TASK STATEMENT: Exactly the lines from the beginning of the listing below through the line that contains "1px #8792bb) drop-shadow(0" should be transcribed, and pictures must stay out.

INPUT FOR THIS TASK:

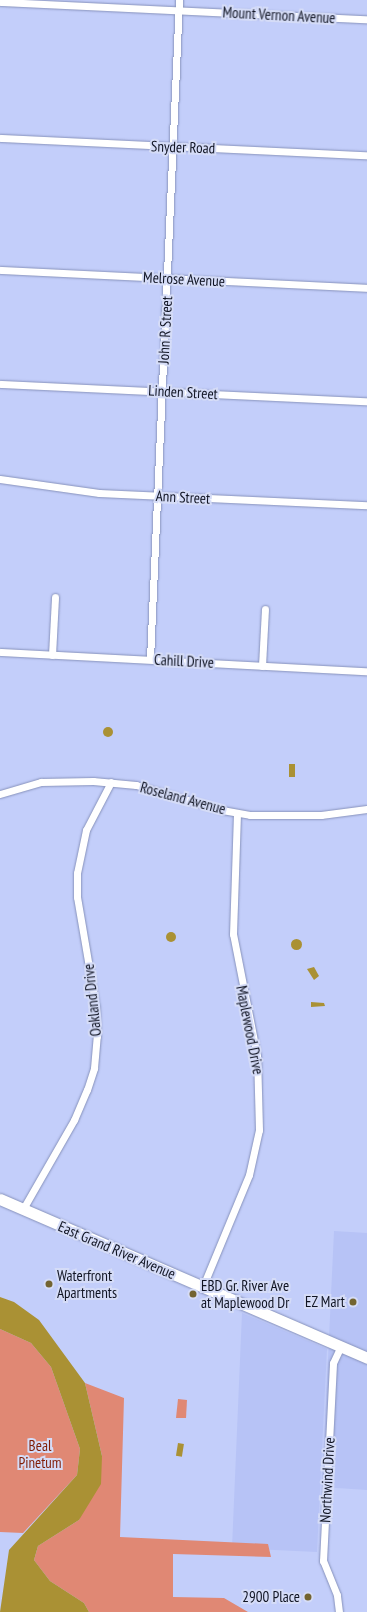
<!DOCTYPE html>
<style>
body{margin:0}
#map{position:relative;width:367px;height:1612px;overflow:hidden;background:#c3cefa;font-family:"PT Sans Narrow",sans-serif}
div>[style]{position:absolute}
.built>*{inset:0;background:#b7c3f6}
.green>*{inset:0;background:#e08874}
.water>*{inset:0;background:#aa9134;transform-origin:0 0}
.round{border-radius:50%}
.roads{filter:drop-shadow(0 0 1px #8792bb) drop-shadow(0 0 1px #8792bb)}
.street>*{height:7px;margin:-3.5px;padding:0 3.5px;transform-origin:3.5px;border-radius:3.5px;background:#fff}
.primary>*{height:11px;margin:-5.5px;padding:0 5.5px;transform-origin:5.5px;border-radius:5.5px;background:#fff}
.dots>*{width:11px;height:11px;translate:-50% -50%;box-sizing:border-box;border:2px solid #d5dcf7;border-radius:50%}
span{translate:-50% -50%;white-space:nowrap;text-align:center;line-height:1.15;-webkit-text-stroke:4px #d5dcf7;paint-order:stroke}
.street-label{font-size:15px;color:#101423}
.poi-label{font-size:15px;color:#101423}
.left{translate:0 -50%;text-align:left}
.right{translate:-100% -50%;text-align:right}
.park-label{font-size:15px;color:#801d06}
</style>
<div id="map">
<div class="built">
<i style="clip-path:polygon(334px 1231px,367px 1233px,367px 1490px,322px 1487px)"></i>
<i style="clip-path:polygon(242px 1313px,327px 1349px,317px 1552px,232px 1548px)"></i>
</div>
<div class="green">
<i style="clip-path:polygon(0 1329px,31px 1343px,51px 1367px,80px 1449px,77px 1475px,23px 1533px,0 1532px)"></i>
<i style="clip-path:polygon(85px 1383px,124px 1398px,120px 1537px,268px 1544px,271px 1557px,173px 1554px,173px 1597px,224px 1598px,248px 1612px,89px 1612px,84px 1603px,50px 1581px,34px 1560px,38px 1546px,79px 1520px,102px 1456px)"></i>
<i style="clip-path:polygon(178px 1399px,187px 1400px,186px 1418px,176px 1418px)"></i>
</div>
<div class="water">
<i class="round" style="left:103px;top:727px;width:10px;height:10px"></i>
<i style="left:289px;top:764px;width:6px;height:13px"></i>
<i class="round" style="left:166px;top:932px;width:10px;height:10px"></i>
<i class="round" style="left:290.5px;top:938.5px;width:11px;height:11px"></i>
<i style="clip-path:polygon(314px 967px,319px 976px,314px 980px,307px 969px)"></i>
<i style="clip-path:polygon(311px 1002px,324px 1003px,325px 1006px,311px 1007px)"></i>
<i style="clip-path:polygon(0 1297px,14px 1302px,39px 1320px,85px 1383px,102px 1456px,101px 1484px,79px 1520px,38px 1546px,34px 1560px,50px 1581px,84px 1603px,89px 1612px,0 1612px,9px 1550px,77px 1475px,80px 1449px,51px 1367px,31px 1343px,0 1329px)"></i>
<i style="left:178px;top:1443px;width:6px;height:13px;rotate:9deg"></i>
</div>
<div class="roads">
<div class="street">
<i style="left:0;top:2px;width:367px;rotate:2.7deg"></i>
<i style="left:0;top:138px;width:367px;rotate:2.7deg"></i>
<i style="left:0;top:270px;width:367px;rotate:2.8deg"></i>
<i style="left:0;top:384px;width:367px;rotate:2.7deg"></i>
<i style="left:0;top:479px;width:100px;rotate:8deg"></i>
<i style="left:99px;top:493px;width:268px;rotate:2.6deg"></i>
<i style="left:0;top:652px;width:367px;rotate:3deg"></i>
<i style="left:52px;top:655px;width:58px;rotate:-87deg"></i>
<i style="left:150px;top:659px;width:660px;rotate:-87.48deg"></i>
<i style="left:262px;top:666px;width:57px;rotate:-87deg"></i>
<i style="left:0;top:794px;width:43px;rotate:-16.3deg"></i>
<i style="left:41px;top:782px;width:52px;rotate:-1.1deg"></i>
<i style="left:93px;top:781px;width:43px;rotate:5.3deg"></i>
<i style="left:136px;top:785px;width:90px;rotate:16.2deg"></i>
<i style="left:222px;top:810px;width:28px;rotate:10deg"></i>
<i style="left:250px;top:815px;width:71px"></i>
<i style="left:321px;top:815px;width:46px;rotate:-7.4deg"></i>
<i style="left:23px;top:1209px;width:103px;rotate:-60.2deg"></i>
<i style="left:74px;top:1120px;width:33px;rotate:-67deg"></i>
<i style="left:87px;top:1090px;width:23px;rotate:-72deg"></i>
<i style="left:94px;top:1068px;width:32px;rotate:-85deg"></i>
<i style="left:97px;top:1036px;width:28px;rotate:-92deg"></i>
<i style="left:96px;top:1008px;width:113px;rotate:-99.7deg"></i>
<i style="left:77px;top:897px;width:24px;rotate:-90deg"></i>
<i style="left:77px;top:873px;width:44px;rotate:-78.2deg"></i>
<i style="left:86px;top:830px;width:54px;rotate:-62.5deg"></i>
<i style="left:203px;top:1286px;width:120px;rotate:-67.5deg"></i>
<i style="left:249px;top:1175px;width:46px;rotate:-77.5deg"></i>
<i style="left:259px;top:1130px;width:74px;rotate:-91.5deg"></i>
<i style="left:257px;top:1056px;width:124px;rotate:-101.1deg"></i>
<i style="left:233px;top:934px;width:121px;rotate:-88.1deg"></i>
<i style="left:339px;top:1612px;width:17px;rotate:-97deg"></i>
<i style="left:337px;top:1595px;width:37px;rotate:-112deg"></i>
<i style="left:323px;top:1561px;width:198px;rotate:-87.1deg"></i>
<i style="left:333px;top:1363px;width:19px;rotate:-65deg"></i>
</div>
<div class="primary">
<i style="left:0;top:1199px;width:400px;rotate:23.4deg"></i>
</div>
</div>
<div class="dots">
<i style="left:49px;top:1284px;background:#736431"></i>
<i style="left:193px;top:1294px;background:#736431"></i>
<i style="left:353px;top:1302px;background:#736431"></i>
<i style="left:308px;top:1597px;background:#736431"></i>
</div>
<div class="street-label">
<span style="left:279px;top:15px;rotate:3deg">Mount Vernon Avenue</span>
<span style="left:183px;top:147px;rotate:2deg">Snyder Road</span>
<span style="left:184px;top:279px;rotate:3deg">Melrose Avenue</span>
<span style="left:165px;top:330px;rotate:-87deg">John R Street</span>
<span style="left:183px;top:392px;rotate:3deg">Linden Street</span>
<span style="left:183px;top:497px;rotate:3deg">Ann Street</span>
<span style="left:184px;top:661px;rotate:3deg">Cahill Drive</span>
<span style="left:183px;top:798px;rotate:15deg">Roseland Avenue</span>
<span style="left:92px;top:1000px;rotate:-96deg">Oakland Drive</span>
<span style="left:250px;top:1030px;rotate:79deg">Maplewood Drive</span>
<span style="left:117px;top:1250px;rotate:23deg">East Grand River Avenue</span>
<span style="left:327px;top:1480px;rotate:-87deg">Northwind Drive</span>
</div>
<div class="poi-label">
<span class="left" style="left:57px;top:1284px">Waterfront<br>Apartments</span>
<span class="left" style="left:201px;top:1294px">EBD Gr. River Ave<br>at Maplewood Dr</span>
<span class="right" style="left:345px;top:1302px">EZ Mart</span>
<span class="right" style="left:300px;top:1597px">2900 Place</span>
</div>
<div class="park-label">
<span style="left:40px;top:1454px">Beal<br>Pinetum</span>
</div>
</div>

OUTPUT FOR THIS EXERCISE:
<!DOCTYPE html>
<style>
body{margin:0}
#map{position:relative;width:367px;height:1612px;overflow:hidden;background:#c3cefa;font-family:"PT Sans Narrow",sans-serif}
div>[style]{position:absolute}
.built>*{inset:0;background:#b7c3f6}
.green>*{inset:0;background:#e08874}
.water>*{inset:0;background:#aa9134;transform-origin:0 0}
.round{border-radius:50%}
.roads{filter:drop-shadow(0 0 1px #8792bb) drop-shadow(0 0 1px #8792bb)}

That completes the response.